北九州市出身の内科医、津田桂さん(30)。小学生の時に医師を志し、県立小倉高から自治医科大(栃木県)へ進んだ。4月に飯塚市立病院から約250人が暮らす相島の診療所長に着任した直後、福岡など7都府県に緊急事態宣言が発令された。
多くの猫が生息する相島は近年、SNSなどを通じて「猫の島」として知られるようになり、海外を含め多くの愛猫家が訪れる。町によると、昨年度、本土と島を結ぶ町営渡船「しんぐう」を約20万人が利用したが、8割は猫目当ての観光客や釣り客ら。3月に新型コロナに伴う臨時休校が始まると、島を訪れる人はさらに増えたという。
島には、感染すると重症化しやすい高齢者が多い。津田さんは、ウイルスが持ち込まれることを恐れる島民の声や島の状況を町に伝え、乗船前の検温などを提案。町は観光客や釣り客に対し、渡船に乗らないよう求める措置を取った。ポスターやホームページで呼びかけたり、港に来た人に事情を説明して渡島を諦めてもらったりし、4~5月の乗船者数を前年同期の1割に抑え込んだ。
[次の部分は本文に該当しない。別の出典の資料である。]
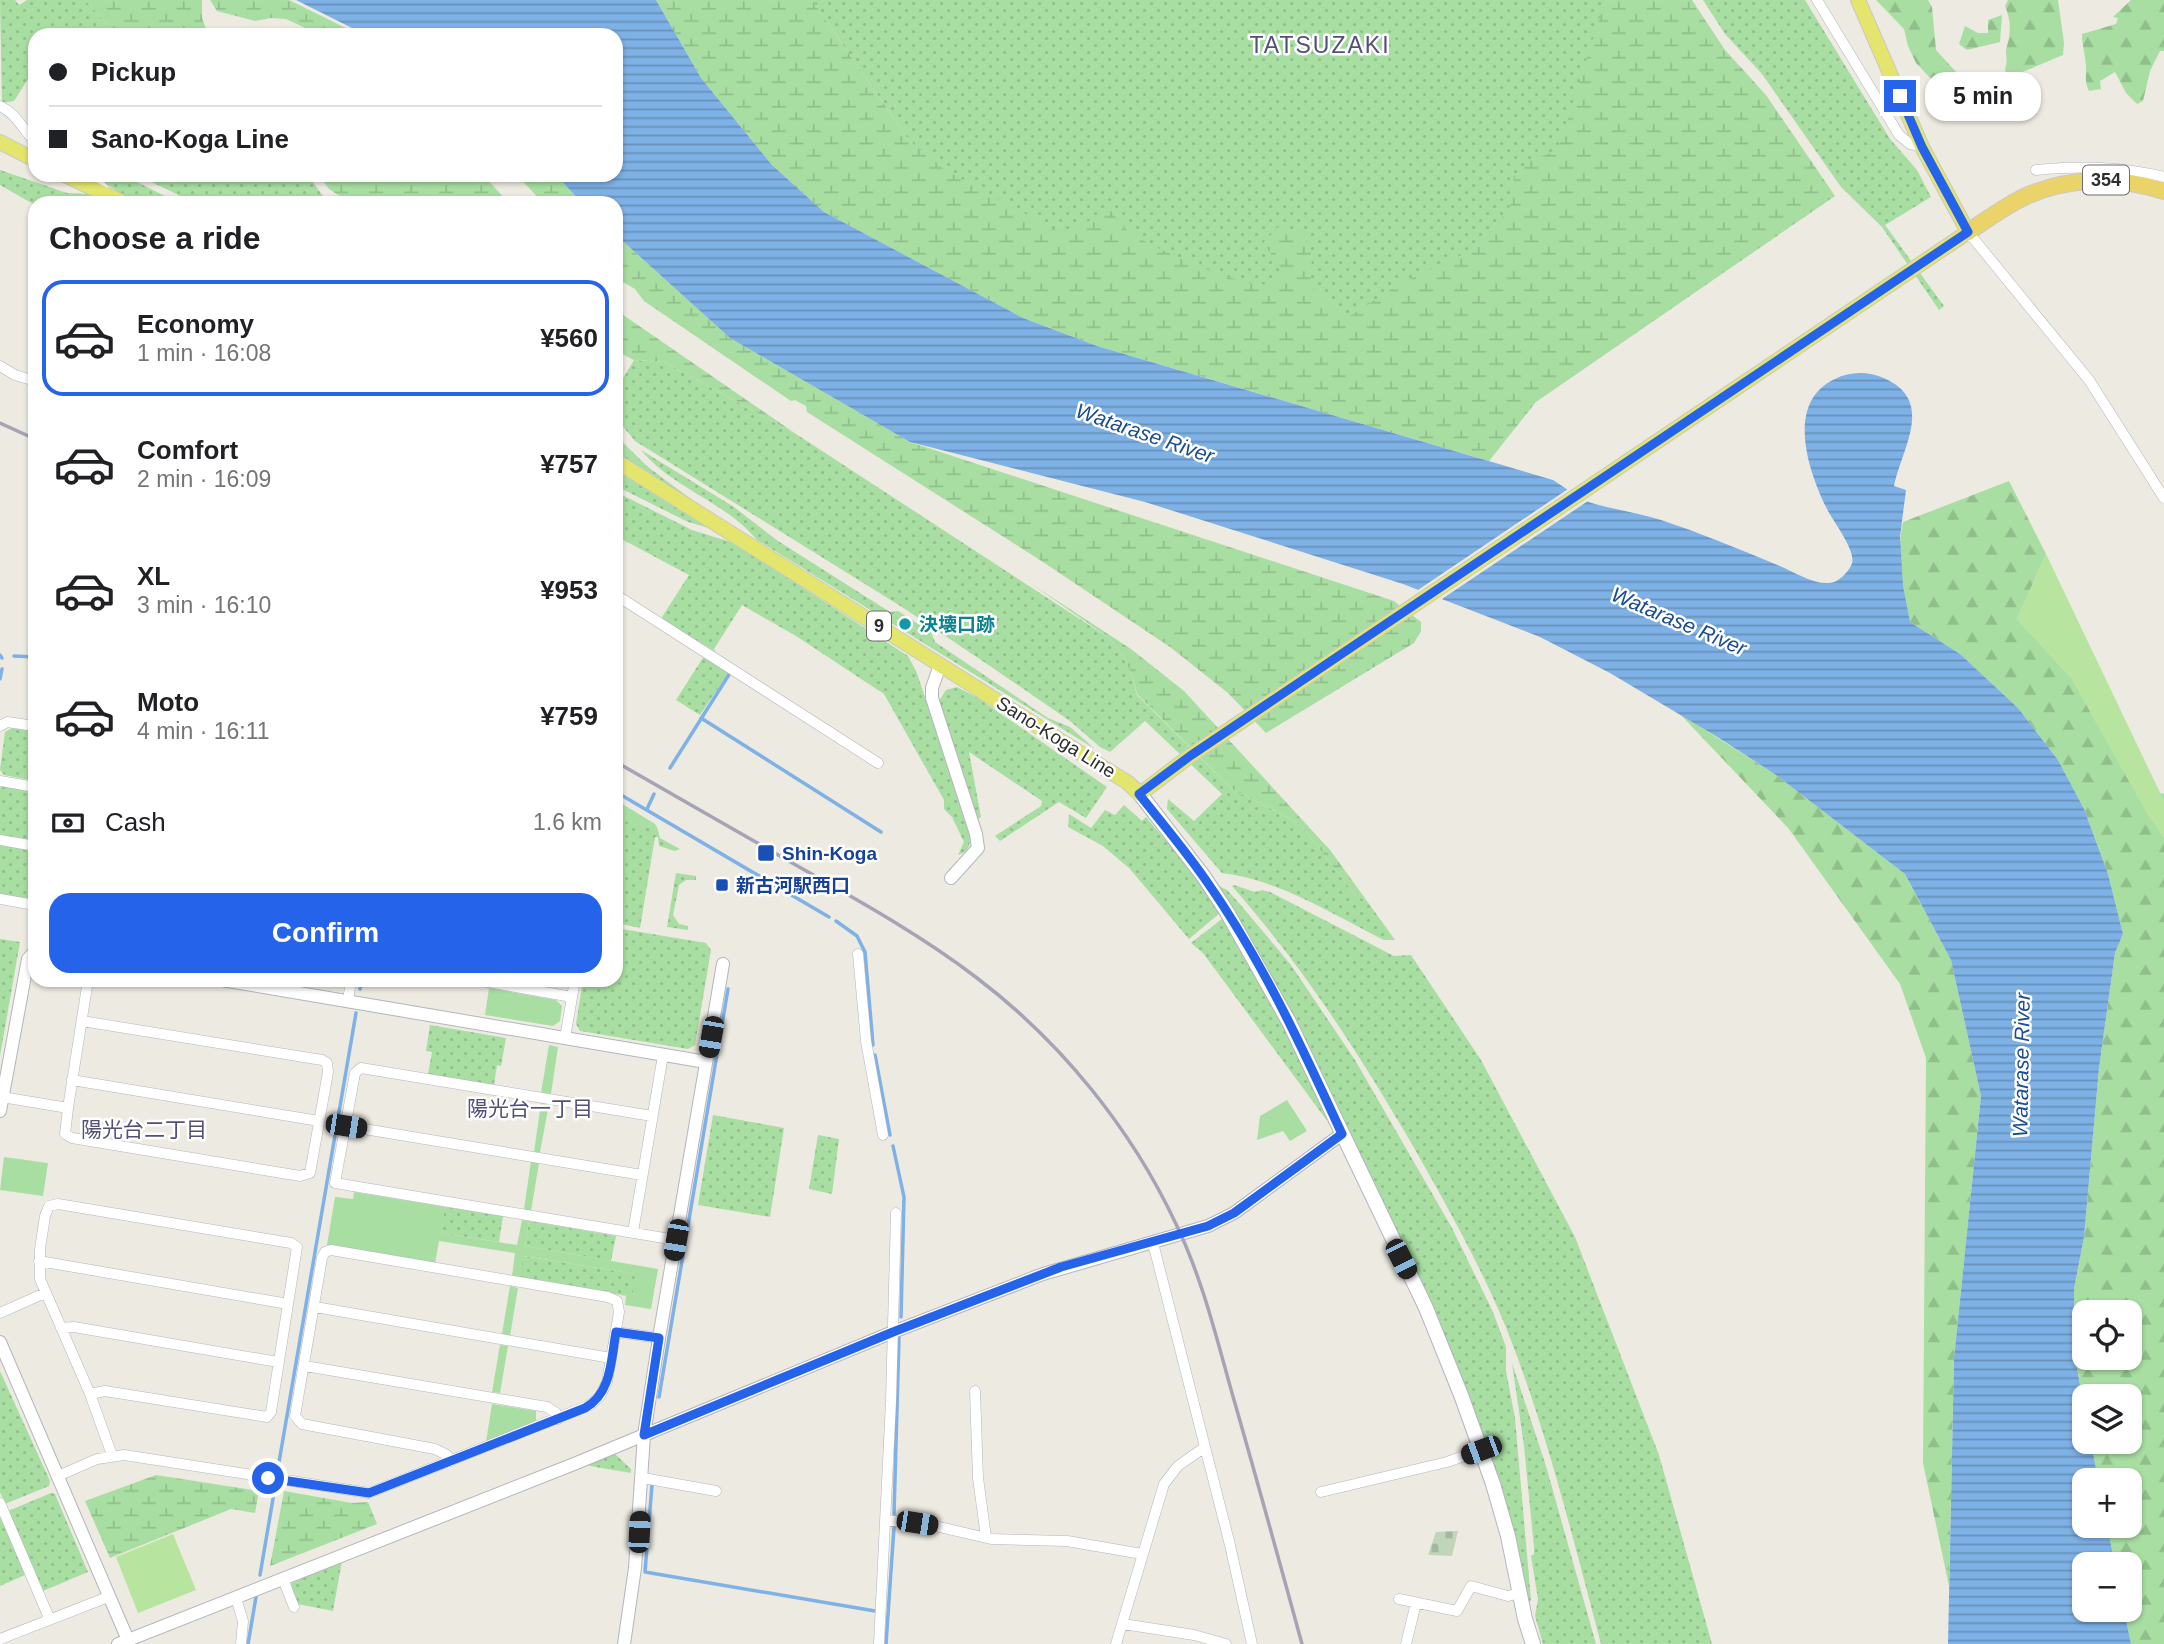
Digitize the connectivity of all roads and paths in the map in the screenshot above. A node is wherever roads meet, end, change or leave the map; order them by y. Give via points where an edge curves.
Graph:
1 (1817, 0) edge
2 (1858, 0) edge
3 (0, 106) edge
4 (28, 135) edge
5 (0, 142) edge
6 (1922, 147) junction
7 (28, 156) edge
8 (2036, 170) dead end
9 (2164, 177) edge
10 (79, 182) edge
11 (97, 182) edge
12 (2164, 191) edge
13 (106, 195) joint
14 (1961, 236) junction
15 (0, 366) edge
16 (28, 379) edge
17 (623, 465) edge
18 (2164, 498) edge
19 (623, 599) edge
20 (940, 664) junction
21 (28, 725) edge
22 (0, 726) edge
23 (878, 763) dead end
24 (0, 781) edge
25 (28, 786) edge
26 (1139, 794) junction
27 (0, 840) edge
28 (28, 845) edge
29 (951, 878) dead end
30 (0, 900) edge
31 (28, 904) edge
32 (858, 954) dead end
33 (28, 959) edge
34 (723, 964) dead end
35 (87, 987) edge
36 (264, 987) edge
37 (350, 987) edge
38 (519, 987) edge
39 (574, 987) edge
40 (572, 996) junction
41 (348, 1001) junction
42 (82, 1021) junction
43 (565, 1038) junction
44 (663, 1055) junction
45 (706, 1062) junction
46 (72, 1080) junction
47 (2, 1097) junction
48 (68, 1108) junction
49 (0, 1111) edge
50 (652, 1116) junction
51 (319, 1121) junction
52 (346, 1126) junction
53 (1342, 1134) junction
54 (883, 1135) dead end
55 (642, 1175) junction
56 (897, 1213) dead end
57 (633, 1232) junction
58 (676, 1240) junction
59 (1153, 1243) junction
60 (39, 1261) junction
61 (45, 1293) junction
62 (288, 1304) junction
63 (315, 1307) junction
64 (0, 1313) edge
65 (61, 1328) junction
66 (616, 1332) junction
67 (893, 1332) junction
68 (659, 1338) junction
69 (0, 1342) edge
70 (611, 1358) junction
71 (278, 1362) junction
72 (305, 1366) junction
73 (975, 1391) dead end
74 (90, 1394) junction
75 (558, 1419) junction
76 (644, 1435) junction
77 (1205, 1447) junction
78 (1481, 1450) junction
79 (112, 1455) junction
80 (451, 1461) junction
81 (58, 1476) junction
82 (643, 1478) junction
83 (716, 1491) dead end
84 (1321, 1492) dead end
85 (0, 1503) edge
86 (886, 1520) junction
87 (986, 1537) junction
88 (1142, 1554) junction
89 (284, 1579) junction
90 (1520, 1593) junction
91 (108, 1597) junction
92 (236, 1598) junction
93 (1399, 1599) dead end
94 (1416, 1603) junction
95 (294, 1607) dead end
96 (50, 1620) junction
97 (1123, 1624) junction
98 (0, 1639) edge
99 (123, 1642) edge
100 (241, 1644) edge
101 (624, 1644) edge
102 (880, 1644) edge
103 (1116, 1644) edge
104 (1226, 1644) edge
105 (1252, 1644) edge
106 (1406, 1644) edge
107 (1533, 1644) edge

1 - 6 street via 1899,135
2 - 6 main road
3 - 4 street via 19,120
5 - 7 main road
6 - 14 main road
8 - 9 street via 2112,167
10 - 13 main road
11 - 13 street
12 - 14 highway, 354 via 2100,180 2048,188 2013,203
14 - 18 street via 2089,380
14 - 26 main road
15 - 16 street
17 - 20 main road, Sano-Koga Line / 9
19 - 23 street
20 - 26 main road, Sano-Koga Line / 9
20 - 29 street via 932,698 978,848
21 - 22 street via 7,722
24 - 25 street
26 - 53 main road via 1227,912 1289,1022
27 - 28 street
30 - 31 street
32 - 54 street via 866,1041
33 - 47 street
34 - 45 street
35 - 42 street
36 - 41 street
37 - 41 street
38 - 40 street
39 - 40 street
40 - 43 street
41 - 43 street
42 - 46 street
42 - 51 street via 322,1060 328,1072
43 - 44 street
44 - 45 street
44 - 50 street
45 - 58 street
46 - 48 street
46 - 51 street
47 - 48 street
47 - 49 street
48 - 51 street via 65,1134 72,1138 300,1177 310,1173
50 - 52 street via 361,1068 355,1073
50 - 55 street
52 - 55 street
52 - 57 street via 335,1184
53 - 59 street via 1226,1217
53 - 78 main road via 1426,1308
55 - 57 street
56 - 67 street
57 - 58 street
58 - 68 street
59 - 67 street via 1061,1267
59 - 77 street
60 - 61 street
60 - 62 street
60 - 62 street via 45,1216 53,1205 291,1243 298,1251
61 - 64 street
61 - 65 street
62 - 71 street
63 - 66 street via 322,1258 331,1250 608,1297 619,1307
63 - 70 street
63 - 72 street
65 - 71 street
65 - 74 street
66 - 68 street
66 - 70 street
67 - 76 street
67 - 86 street
68 - 76 street
69 - 81 street
70 - 75 street via 600,1396
71 - 74 street via 271,1412 265,1418 105,1391
72 - 75 street via 547,1407
72 - 80 street via 295,1416 302,1424 435,1449
73 - 87 street via 978,1478
74 - 79 street
75 - 80 street
76 - 82 street
76 - 89 street
77 - 88 street via 1178,1466 1164,1484
77 - 105 street
78 - 84 street
78 - 90 main road
79 - 80 street via 137,1455 362,1493
79 - 81 street
81 - 91 street
82 - 83 street
82 - 101 street
85 - 96 street
86 - 87 street
86 - 102 street
87 - 88 street via 1067,1541
88 - 97 street
89 - 92 street
89 - 95 street
90 - 94 street via 1507,1596 1471,1586 1457,1611
90 - 107 main road
91 - 96 street
91 - 99 street
92 - 99 street
92 - 100 street via 243,1621
93 - 94 street
94 - 106 street
96 - 98 street
97 - 103 street
97 - 104 street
島には、眼科や整形外科の治療で本土の医療機関にかかる人も多い。「通院で感染するのが怖い」と聞いた津田さんは、島にはない薬を取り寄せ、診療所で処方できるようにした。4月と6月には、感染対策や最新の受診基準をまとめたお知らせを手作りし、全戸に配布。いつでも相談できるよう、携帯電話の番号も書き添えた。
昨年、腎臓内科医の夫、晋さん(30)と結婚したばかりだが、普段は単身で島で暮らす。高血圧や糖尿病といった慢性的な疾患を抱えた患者が多いが、深夜に一刻を争う急患が出れば、密漁監視船に同乗して本土まで搬送する。
島にとって津田さんは、8年ぶりに迎えた女性医師。診療所で働いて29年目の看護師、山田ひづるさん(61)は「女性ならではの細やかな気配りと優しさがある」という。診療所に体調不良を訴える電話が入れば、2人で自宅まで駆け付けることも珍しくない。
津田さんは島に来て、釣りを始めた。港で糸を垂らしていると、声をかけてくる島民も増えた。「何かあった時、『まずは診療所に』と頼ってもらえるようになりたい」と話す。